Mais contrairement à l'homme la taille ou l'amplitude de cette bulle est très variable, selon la santé de la plante, le type choisi d'agriculture, les soins donnés, les perturbations du sol où le cep est enraciné, les phénomènes géobiologiques présents, mais aussi en fonction du mois de l'année, de l'heure du jour, et des phénomènes astronomiques. Le nombre de sous-couches dépend également des mêmes conditions que la taille.

Connaître la taille du biochamp de sa vigne permet de suivre l'évolution harmonieuse des plantes.

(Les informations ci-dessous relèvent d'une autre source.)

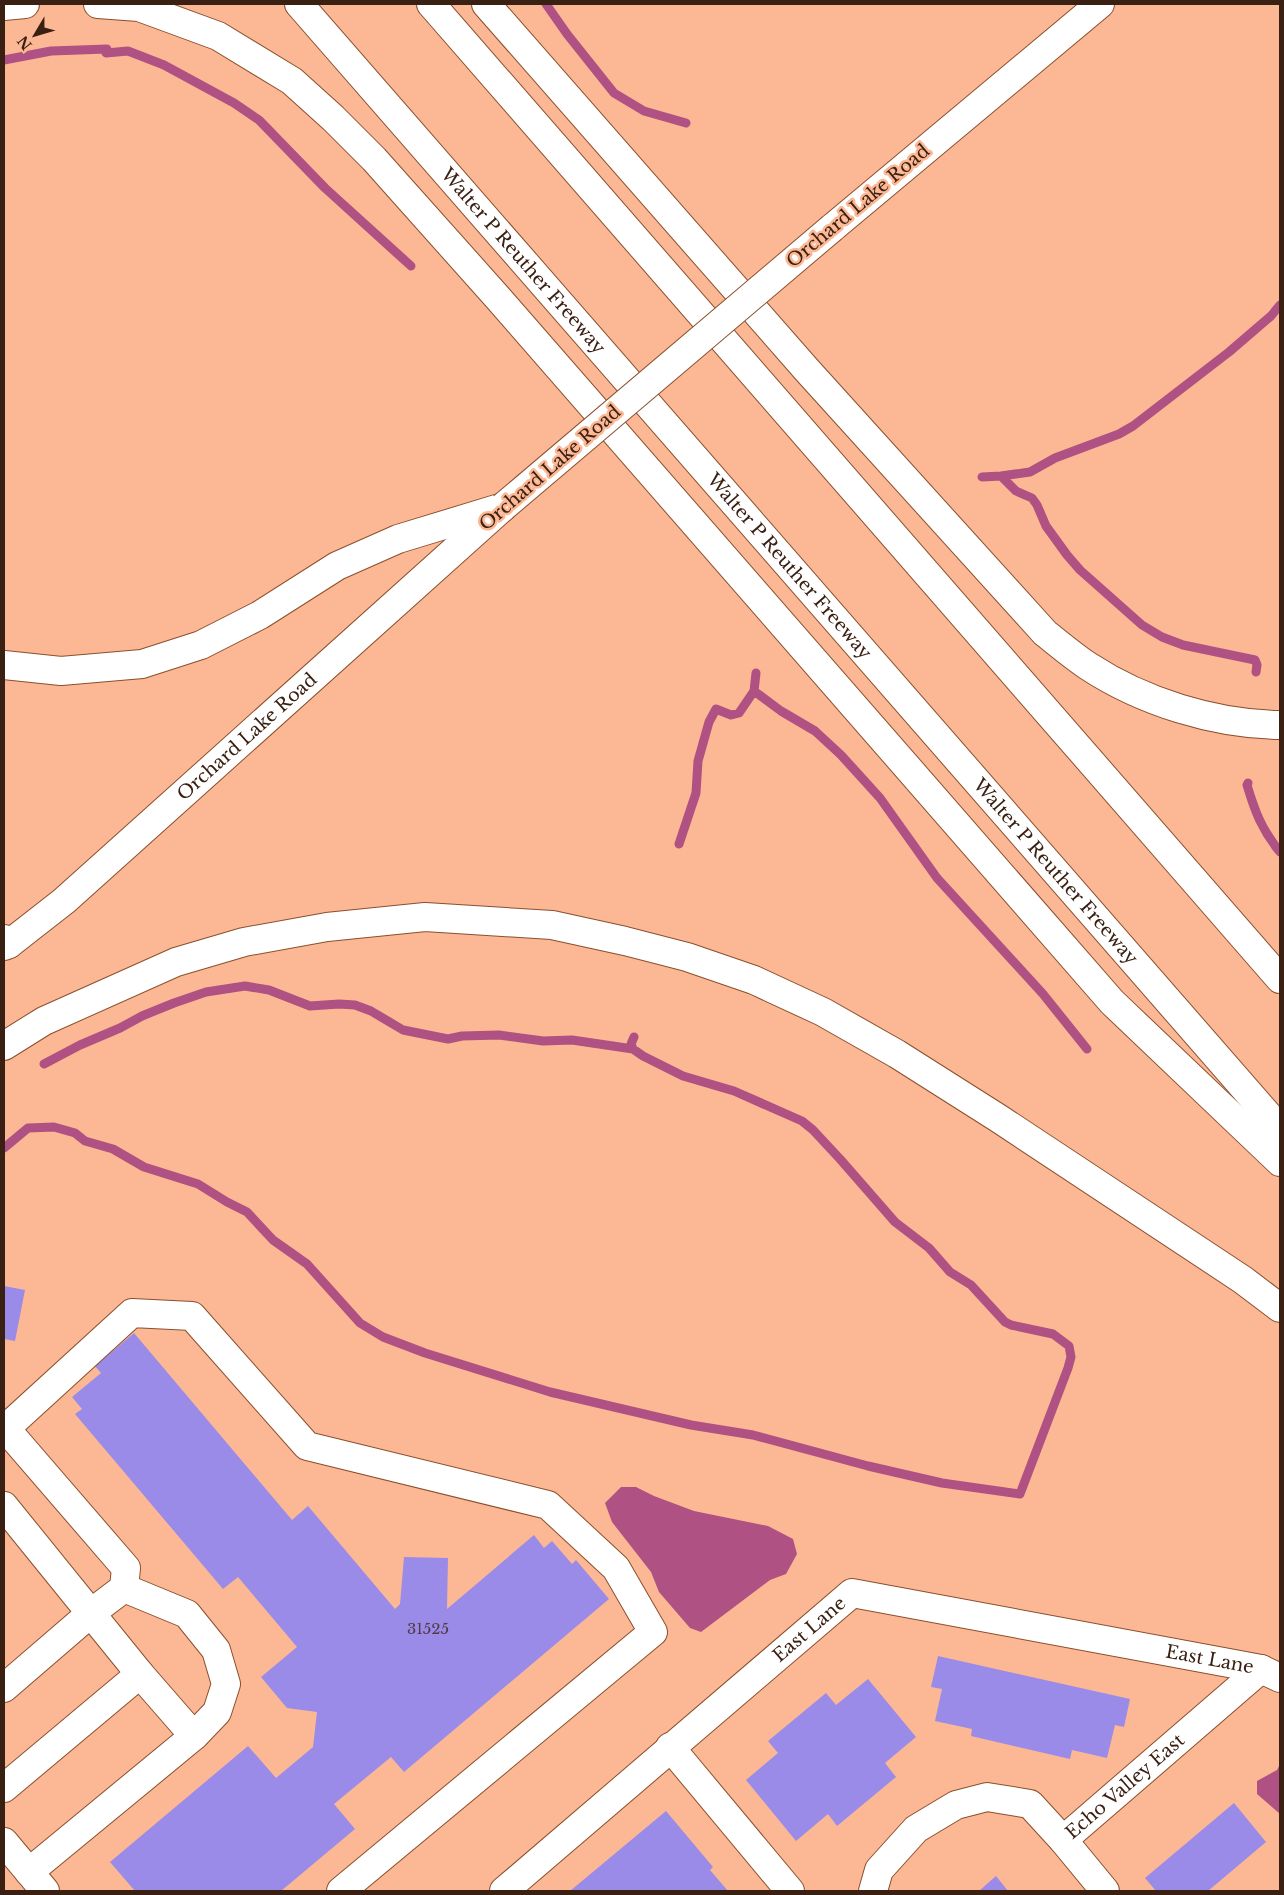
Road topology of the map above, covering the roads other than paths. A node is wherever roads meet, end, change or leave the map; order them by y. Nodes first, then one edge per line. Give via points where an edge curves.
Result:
1 (25, 4) edge
2 (98, 4) edge
3 (299, 4) edge
4 (431, 4) edge
5 (486, 4) edge
6 (1100, 4) edge
7 (4, 6) edge
8 (503, 507) junction
9 (4, 664) edge
10 (1280, 725) edge
11 (5, 946) edge
12 (1280, 979) edge
13 (4, 1046) edge
14 (1280, 1129) edge
15 (1280, 1162) edge
16 (1280, 1308) edge
17 (5, 1430) edge
18 (4, 1506) edge
19 (124, 1588) junction
20 (91, 1613) junction
21 (140, 1674) junction
22 (1270, 1674) edge
23 (4, 1688) edge
24 (194, 1736) junction
25 (670, 1748) junction
26 (4, 1788) edge
27 (1063, 1840) junction
28 (4, 1842) edge
29 (37, 1882) edge
30 (341, 1891) edge
31 (504, 1891) edge
32 (790, 1891) edge
33 (873, 1891) edge
34 (1105, 1891) edge

1 - 7 main road
2 - 15 main road via 140,7 218,36 292,81 333,118 374,159 504,305 1112,1002
3 - 14 main road, Walter P Reuther Freeway
4 - 12 main road
5 - 10 main road via 806,369 1045,633 1088,666 1130,690 1178,708 1220,718
6 - 8 main road, Orchard Lake Road, bridge
8 - 9 main road via 398,540 337,566 260,615 201,645 142,664 61,671
8 - 11 main road, Orchard Lake Road via 64,901
13 - 16 main road via 44,1021 176,962 244,942 327,927 425,917 552,926 616,939 686,956 754,980 831,1017 998,1118 1243,1280
17 - 19 main road via 126,1568
17 - 30 main road via 132,1313 192,1316 307,1446 548,1504 616,1568 653,1632
18 - 20 main road
19 - 20 main road
19 - 24 main road via 187,1614 216,1650 226,1684 217,1712
20 - 21 main road
20 - 23 main road
21 - 24 main road
21 - 26 main road
22 - 25 main road, East Lane via 852,1593
22 - 27 main road, Echo Valley East
24 - 29 main road
25 - 31 main road, East Lane
25 - 32 main road
27 - 33 main road, Echo Valley East via 1030,1804 987,1797 956,1805 916,1829 879,1870
27 - 34 main road
28 - 29 main road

Remarquer que soudainement le biochamp se rétrécit permet certainement de déceler des anomalies ou obtenir des informations sur la santé de la plante.

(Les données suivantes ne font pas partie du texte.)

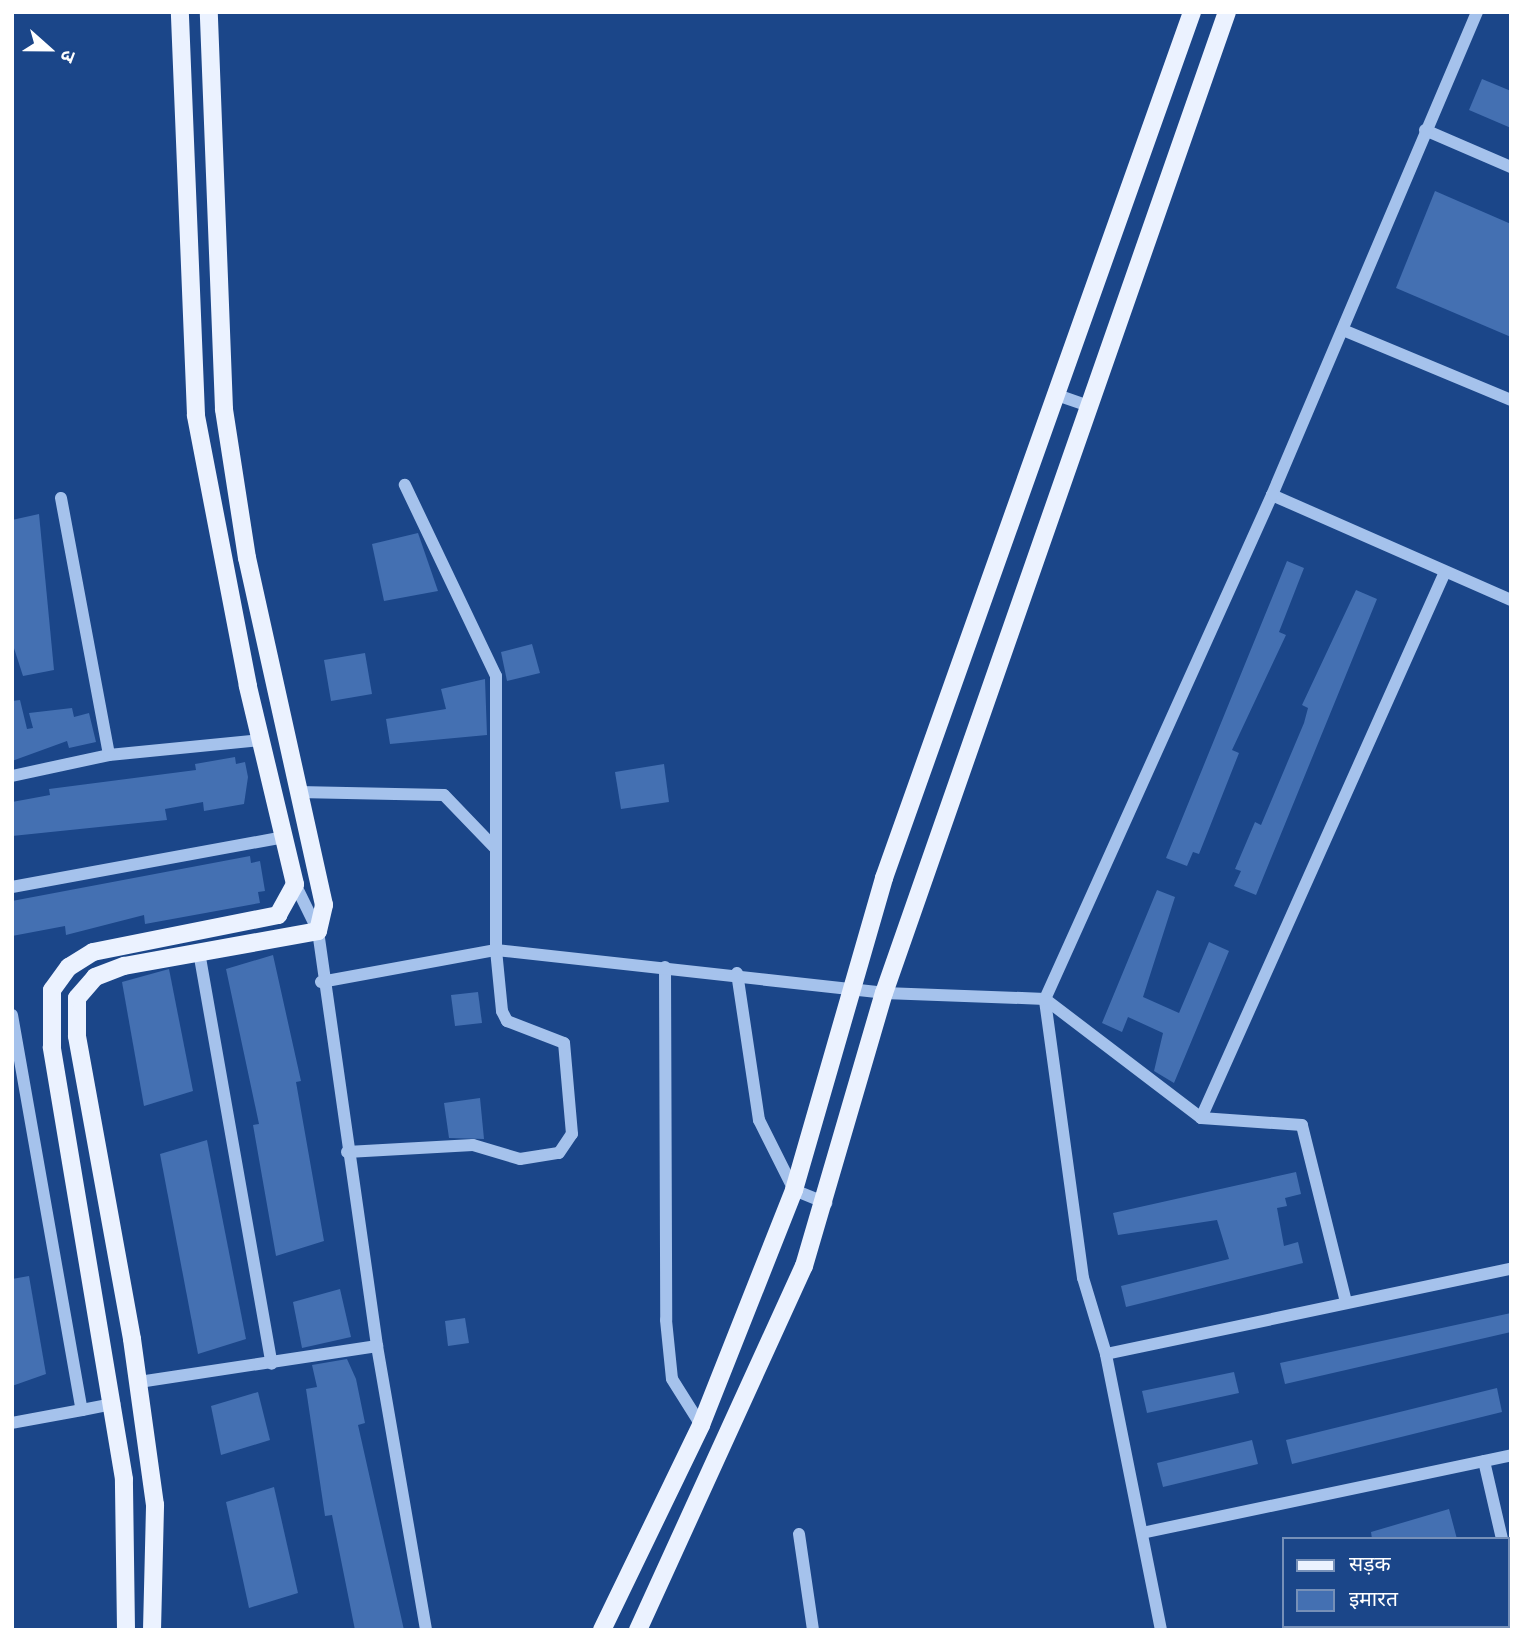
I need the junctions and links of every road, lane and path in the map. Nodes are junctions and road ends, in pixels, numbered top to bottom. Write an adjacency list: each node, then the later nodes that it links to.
1 (180, 12): 17 (main road)
2 (209, 12): 20 (main road)
3 (1192, 12): 9 (main road)
4 (1227, 12): 11 (main road)
5 (1477, 12): 6 (street)
6 (1425, 130): 7 (street); 8 (street)
7 (1511, 167)
8 (1343, 330): 10 (street); 13 (street)
9 (1057, 395): 11 (street); 31 (main road)
10 (1511, 400)
11 (1088, 406): 32 (main road)
12 (405, 485): 22 (street)
13 (1272, 495): 15 (street); 33 (street)
14 (61, 498): 18 (street)
15 (1445, 572): 16 (street); 35 (street)
16 (1511, 600)
17 (261, 740): 18 (street); 21 (main road)
18 (109, 755): 19 (street)
19 (12, 776)
20 (298, 792): 22 (street); 25 (main road)
21 (284, 837): 23 (main road); 24 (street)
22 (494, 848): 26 (street)
23 (295, 884): 25 (street); 45 (main road)
24 (12, 887)
25 (318, 931): 27 (main road); 30 (street)
26 (496, 950): 28 (street); 30 (street); 36 (street)
27 (199, 952): 43 (street); 44 (main road)
28 (665, 967): 29 (street); 48 (street)
29 (737, 973): 31 (street); 37 (street)
30 (321, 982): 36 (street)
31 (850, 989): 32 (street); 37 (main road)
32 (884, 993): 33 (street); 38 (main road)
33 (1045, 999): 35 (street); 42 (street)
34 (12, 1015): 46 (street)
35 (1201, 1118): 40 (street)
36 (347, 1152): 41 (street)
37 (794, 1190): 38 (street); 48 (main road)
38 (827, 1203): 58 (main road)
39 (1511, 1269): 40 (street)
40 (1346, 1302): 42 (street)
41 (377, 1346): 43 (street); 56 (street)
42 (1106, 1354): 51 (street)
43 (272, 1364): 44 (street)
44 (139, 1382): 55 (main road)
45 (114, 1404): 46 (street); 54 (main road)
46 (82, 1410): 47 (street)
47 (12, 1423)
48 (701, 1425): 57 (main road)
49 (1511, 1455): 50 (street)
50 (1484, 1461): 51 (street); 53 (street)
51 (1142, 1533): 60 (street)
52 (799, 1534): 59 (street)
53 (1502, 1537)
54 (126, 1630)
55 (152, 1630)
56 (426, 1630)
57 (602, 1630)
58 (638, 1630)
59 (813, 1630)
60 (1161, 1630)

Pour que le biochamp puisse bien se déployer, il faut que le corps éthérique soit bien enraciner dans la terre.

L'axe horizontal du biochamp

L'enracinement peut se déterminer en cherchant à quel niveau se situe l'axe horizontal du biochamp : plus cet axe est proche de la terre, mieux le corps éthérique est implanté dans la partie végétale, plus elle capte l'énergie du sol et plus solide est le biochamp qui se déploie et protège la plante.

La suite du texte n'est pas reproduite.